HIV-Specific Helper Cells:"Non-Progressors" Spur Progress

HIV-Specific Helper Cells:
"Non-Progressors" Spur Progress

by Jeremy Cherfas

WHAT'S HOT IN BIOLOGY...

Rank	Paper	Citations This Period Sep- Oct 99	Rank Last Period Jul- Aug 99
1	S. F. Altschul, et al., "Gapped BLAST and PSI-BLAST: a new generation of protein database search programs," Nucleic Acids Res., 25(17):3389-3402, 1 September 1997. [NIH, Bethesda, MD; Pennsylvania St. U., University Park] *XU793	190	1
2	F.R. Blattner, et al., "*The complete genome sequence of Escherichia coli* K-12,"** Science, 277(5331):1453-74, 5 September 1997. [U. Wisconsin, Madison; U. Michigan Sch. Med., Ann Arbor; FMC Bioproducts, Rockland, ME; U. Natl. Autonoma Mexico, Moreles] *XV429	73	3
3	F. Kunst, et al., "*The complete genome sequence of the Gram-positive bacterium Bacillus subtilis,"* Nature, 390(6657):249-56, 20 November 1997. [46 institutions worldwide] *YG667	64	7
4	M. Enari, et al., "A caspase-activated DNase that degrades DNA during apoptosis, and its inhibitor ICAD," Nature, 391(6662):43-50, 1 January 1998. [Osaka U. Med. Sch., Japan; Kirin Brewery Co., Kanagawa, Japan; Osaka Biosci. Inst., Japan] *YP888	58	9
5	P. Li, et al., "Cytochrome c and dATP-dependent formation of Apaf-1/Caspase-9 complex initiates an apoptotic protease cascade, " Cell, 91(4):479-89, 14 November 1997. [Howard Hughes Med. Inst., U. Texas Southwest. Med. Ctr., Dallas; Thomas Jefferson U., Philadelphia, PA] YG492	55	4
6	H.-P. Klenk, et al., "*The complete genome sequence of the hyperthermophilic, sulphate-reducing archaeon Archaeoglobus fulgidus,"* Nature, 390(6658):364, 27 November 1997. [Inst. Genomic Res., Rockville, MD; Argonne Natl. Lab., IL; U. Illinois, Champaign-Urbana] *YH549	51	†
7	D.A. Doyle, et al., "Structure of the potassium channel: Molecular basis of K⁺ conduction and selectivity," Science, 280(5360):69-77, 3 April 1998. [Rockefeller U., New York, NY; Howard Hughes Med. Inst., Rockefeller U., NY] *ZF314	48	2
8	D.R. Smith, et al., "Complete genome sequence of Methanobacterium thermoautotrophicum d-H: Functional analysis and comparative genomics," J. Bacteriology, 179(22):7135-55, November 1997. [Genome Therapeutics Corp., Waltham, MA; Howard Hughes Med. Inst., Harvard Med. Sch., Boston. MA; F. Hutchinson Cancer Res. Ctr., Seattle, WA; Ohio State U., Columbus] *YG075	45	†
9	S.R. Datta, et al., "Akt phosphorylation of BAD couples survival signals to the cell-intrinsic death machinery," Cell, 91(2):231-41, 17 October 1997. [Harvard Med. Sch., Boston, MA: Emory U., Atlanta, GA] YC350*	41	10
10	S.T. Cole, et al., "*Deciphering the biology of Mycobacterium tuberculosis* from the complete genome sequence,"** Nature, 393(6685):537, 11 June 1998. [Sanger Ctr., Hinxton, England; Inst. Pasteur, Paris, France; NIAID, NIH, Hamilton, MT; Tech. U. Denmark, Lyngby] *ZT988	40	6

SOURCE: ISI's Hot Papers Database. Read the full legend.

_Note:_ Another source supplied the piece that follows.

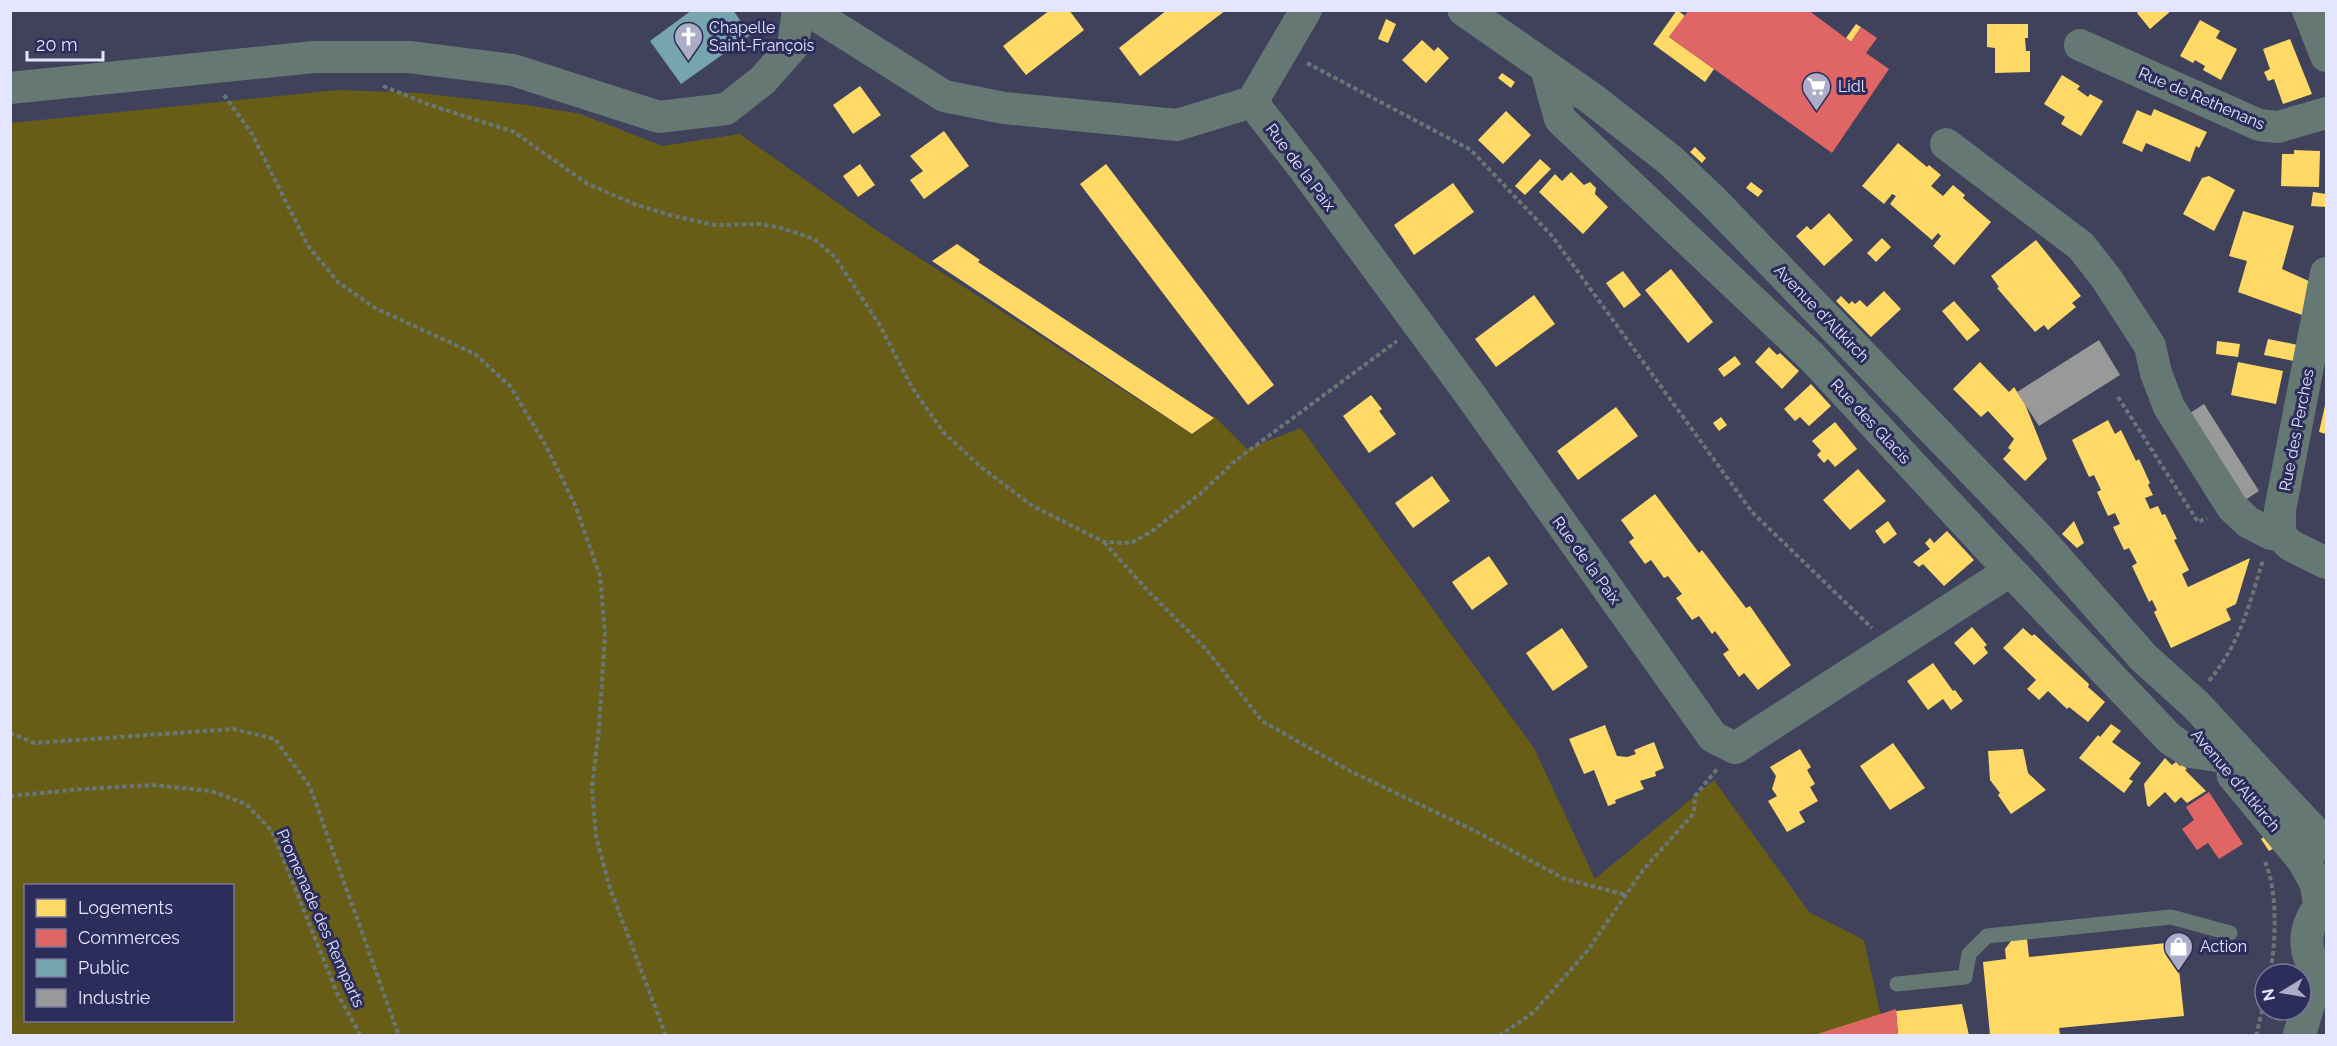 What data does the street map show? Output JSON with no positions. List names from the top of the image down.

wenty years or so ago, human immunodeficiency virus seemed like a very odd organism. Just outside the Top Ten, at #12, is a paper that casts HIV as just another virus (E.S. Rosenberg, et al., "Vigorous HIV-1 specific CD4⁺ T cell responses associated with control of viremia," Science, 278(5342):1447-50, 21 November 1997; cited 34 times this period). In particular, Bruce Walker and his team at the Partners AIDS Research Center of Massachusetts General Hospital show that the immune system is capable of responding to HIV, and that this response is a very important component of the body's ability to control viremia, the level of virus circulating the blood. "HIV follows the rules that other viruses follow—that's what's so important," Walker tells Science Watch. "It's not something that marches to its own drum. It's doing things in a predictable way."

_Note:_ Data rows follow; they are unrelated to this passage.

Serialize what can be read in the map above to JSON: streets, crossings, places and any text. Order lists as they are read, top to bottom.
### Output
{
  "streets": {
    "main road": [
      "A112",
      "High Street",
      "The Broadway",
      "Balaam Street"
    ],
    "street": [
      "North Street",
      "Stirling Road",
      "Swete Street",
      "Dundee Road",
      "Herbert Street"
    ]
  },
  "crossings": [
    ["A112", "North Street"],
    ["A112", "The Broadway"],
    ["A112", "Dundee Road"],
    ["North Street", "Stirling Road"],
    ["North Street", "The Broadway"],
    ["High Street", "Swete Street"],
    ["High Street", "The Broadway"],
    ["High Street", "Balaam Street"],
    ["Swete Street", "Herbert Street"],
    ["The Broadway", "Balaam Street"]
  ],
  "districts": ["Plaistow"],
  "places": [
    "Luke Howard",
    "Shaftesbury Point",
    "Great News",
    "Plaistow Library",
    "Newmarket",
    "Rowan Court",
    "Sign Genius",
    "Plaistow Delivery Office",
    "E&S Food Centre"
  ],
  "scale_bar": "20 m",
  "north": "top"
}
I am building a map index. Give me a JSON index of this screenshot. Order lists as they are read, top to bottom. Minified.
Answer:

Walker has spent his research career looking at the immune system correlates of HIV. His is the first group to show a clear association between a virus-specific immune response and the ability to control the virus. The paper demonstrates a clear association between strong responses by cytotoxic cells and by helper cells. "The evolving notion is that people control viremia because they have CD4⁺ cells that provide help to the CD8⁺ cells," Walker explains. "It is the CTL [killer] cells that mediate the control, but they need virus-specific helper cells." The vast majority of HIV-infected people have undetectably low levels of CD4⁺ helper cells. But these cells can be induced.

This fascinating discovery came about because of earlier work showing that cytotoxic T cells were an important part of the response to HIV. That surprised people at the time because the received wisdom was that HIV dismantled the immune system. It was as a result of that work that a very unusual patient landed on Walker's doorstep. He was a hemophiliac who could document the start of his infection more than 18 years before. "As clinicians we were all seeing patients come in, get worse, and die," Walker said. The hemophiliac patient simply had no problem. Walker's response was simple: "This guy is doing something other people aren't." The voluntary arrival of subject 161-J, whom Walker describes as a "critical" individual for the understanding of HIV, prompted an in-depth immunological study.

Walker is quick to point out that 161-J's survival has "absolutely nothing to do with the mode of transmission." In fact, it seems that one or two percent of the population has the ability to keep the virus under control—to become, in the jargon, non-progressors. And Walker's results point the way to helping others achieve similar status.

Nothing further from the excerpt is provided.